Big Oil majors booked profits of a combined $174 billion for the first nine months of the year as they focused on returning cash to shareholders instead of boosting production to arrest a price rally, The Guardian reported this week, citing a report shared exclusively by Accountable.US, a government corruption watchdog.
According to the information in the report, the 24 biggest oil companies made $74 billion in net profits, with Accountable.US accusing the majors of “taking advantage of bloated prices, fleecing American families along the way.”
“Americans looking for someone to blame for the pain they experience at the pump need look no further than the wealthy oil and gas company executives who choose to line their own pockets rather than lower gas prices with the billions of dollars in profit big oil rakes in month after month,” said Accountable.US president Kyle Herrig, as quoted by The Guardian.

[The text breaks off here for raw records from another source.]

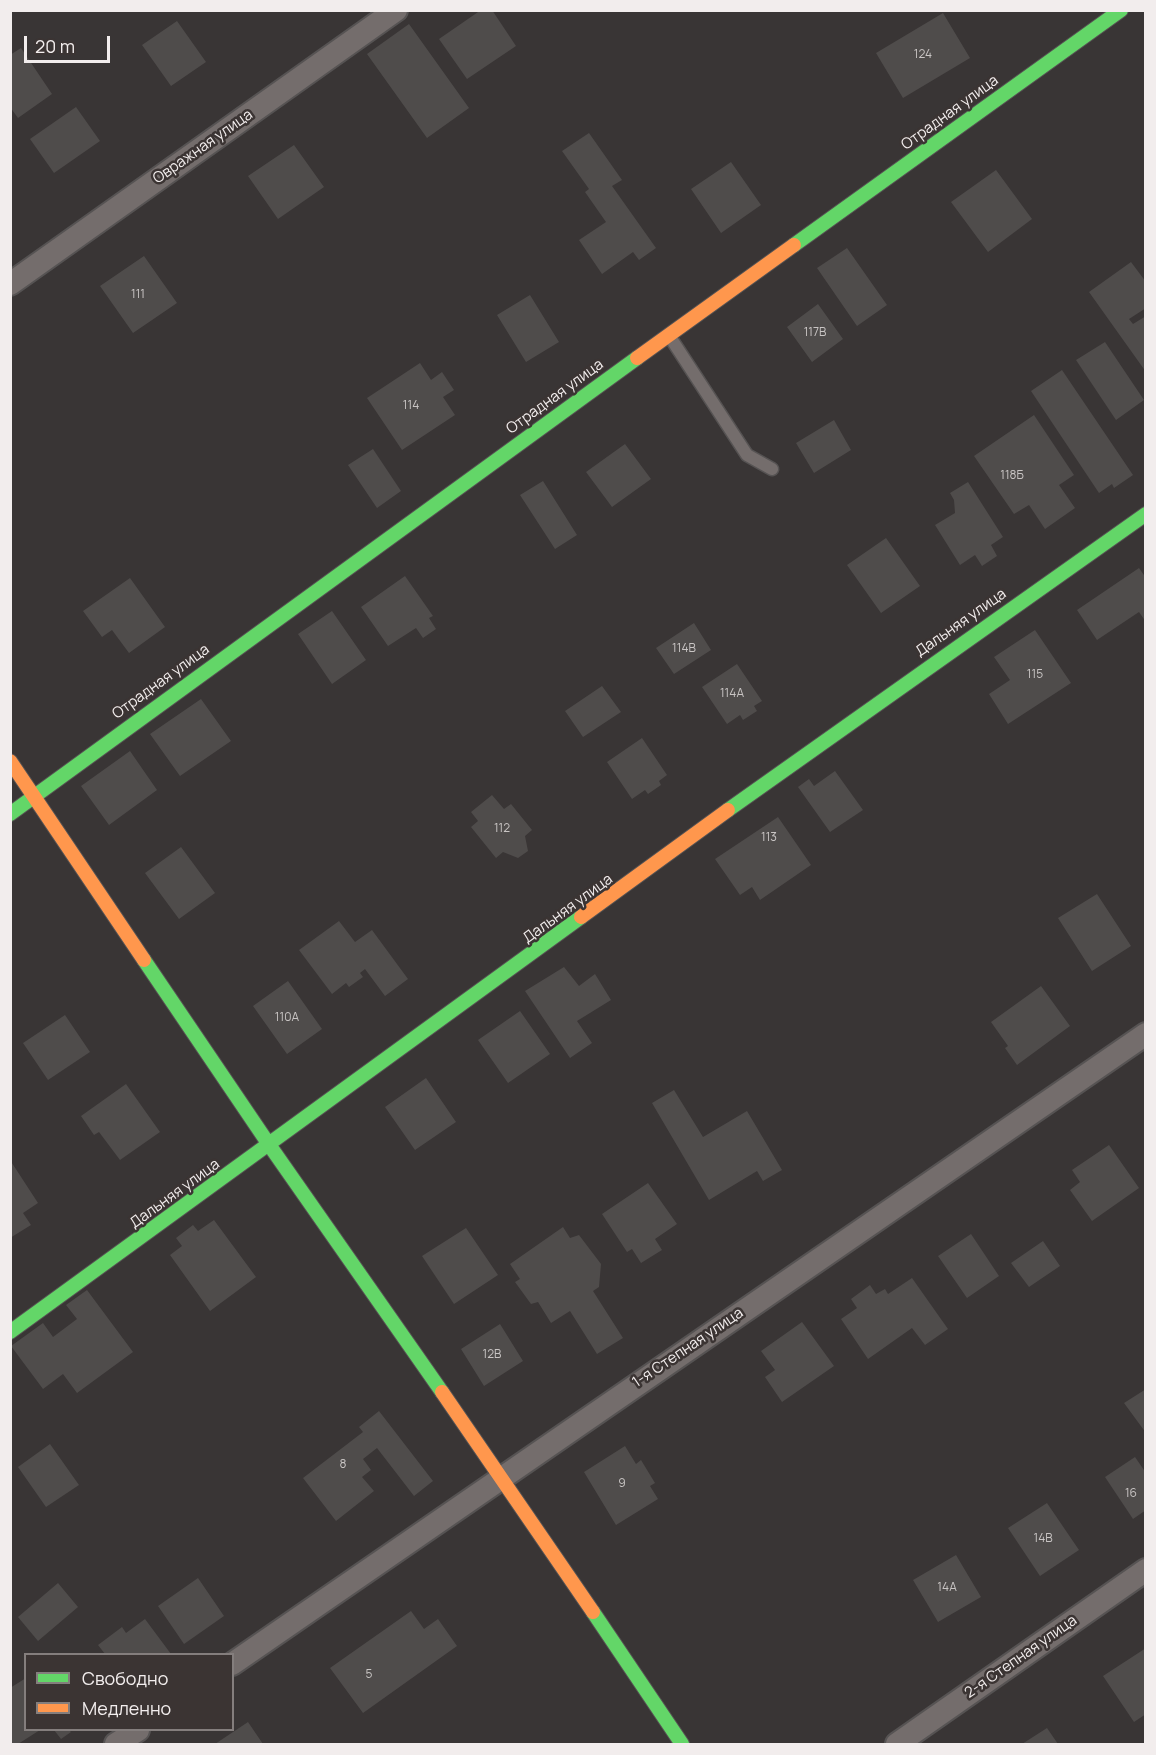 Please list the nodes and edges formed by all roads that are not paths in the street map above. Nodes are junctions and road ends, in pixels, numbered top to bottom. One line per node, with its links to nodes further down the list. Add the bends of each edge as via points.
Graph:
1 (396, 10): 3 (street, Овражная улица)
2 (1121, 10): 4 (street, Отрадная улица)
3 (10, 284)
4 (668, 335): 5 (lane, via 747,455); 8 (street, Отрадная улица)
5 (772, 469)
6 (1146, 514): 11 (street, Дальняя улица, via 950,649)
7 (10, 761): 8 (street)
8 (34, 796): 9 (street, Отрадная улица); 11 (street)
9 (10, 814)
10 (1146, 1034): 13 (street, 1-я Степная улица)
11 (270, 1146): 12 (street, Дальняя улица); 13 (street)
12 (10, 1332)
13 (501, 1476): 15 (street, 1-я Степная улица); 18 (street)
14 (1146, 1570): 19 (street, 2-я Степная улица)
15 (234, 1663)
16 (136, 1731): 17 (street)
17 (116, 1744)
18 (682, 1744)
19 (897, 1744) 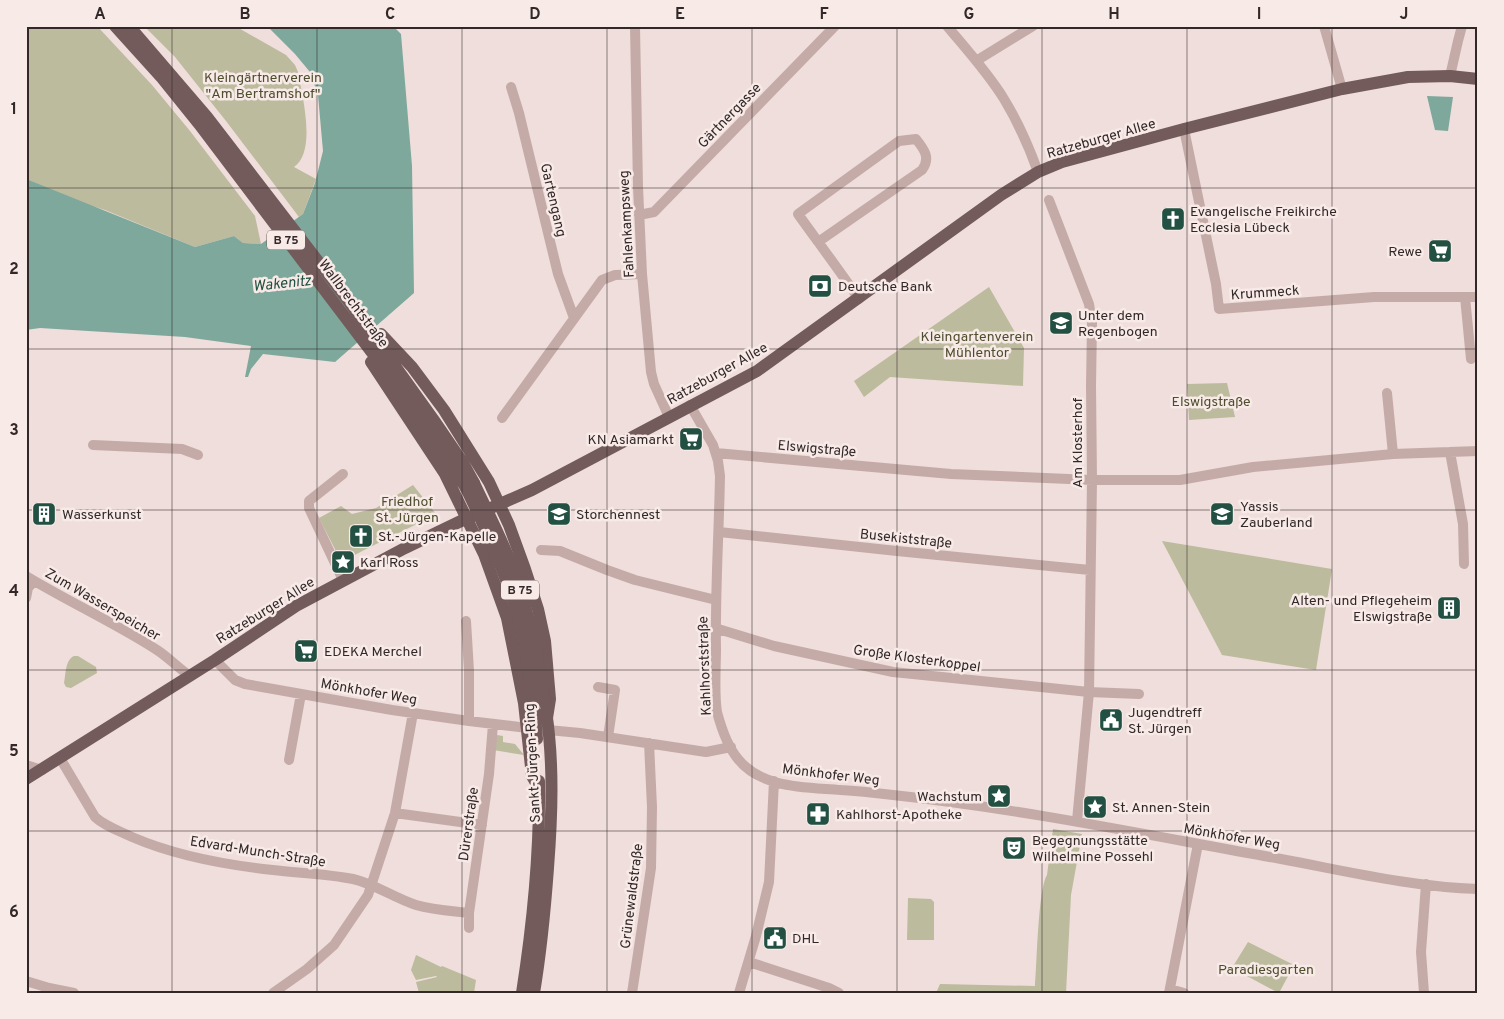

Higher oil prices have pushed retail fuel prices in the United States to multi-year highs, serving a blow to President Biden’s popularity among voters ahead of the mid-term elections next year, prompting the administration to try different tactics to arrest the rally.
Among these were repeated calls on OPEC+ to boost production and threats to investigate illegal conduct by U.S. oil companies seeking to swell prices at the pump.
There is allegedly “mounting evidence of anti-consumer behavior by oil-and-gas companies,” a letter sent by the White House to FTC chairwoman Lina Khan stated last month. “The Federal Trade Commission has authority to consider whether illegal conduct is costing families at the pump. I believe you should do so immediately,” President Biden also wrote in the letter.
Calls on OPEC+ also yielded no results, which was why the Biden administration in late November announced the planned release of 50 million barrels of crude from the strategic petroleum reserve of the country.
The announcement coincided with the news of the latest coronavirus variant, which led to a sharp plunge in oil prices last week before benchmarks recouped some of their losses, despite OPEC+’s decision to add another 400,000 bpd to its monthly total in January, which the White House touted as a victory in its diplomatic efforts.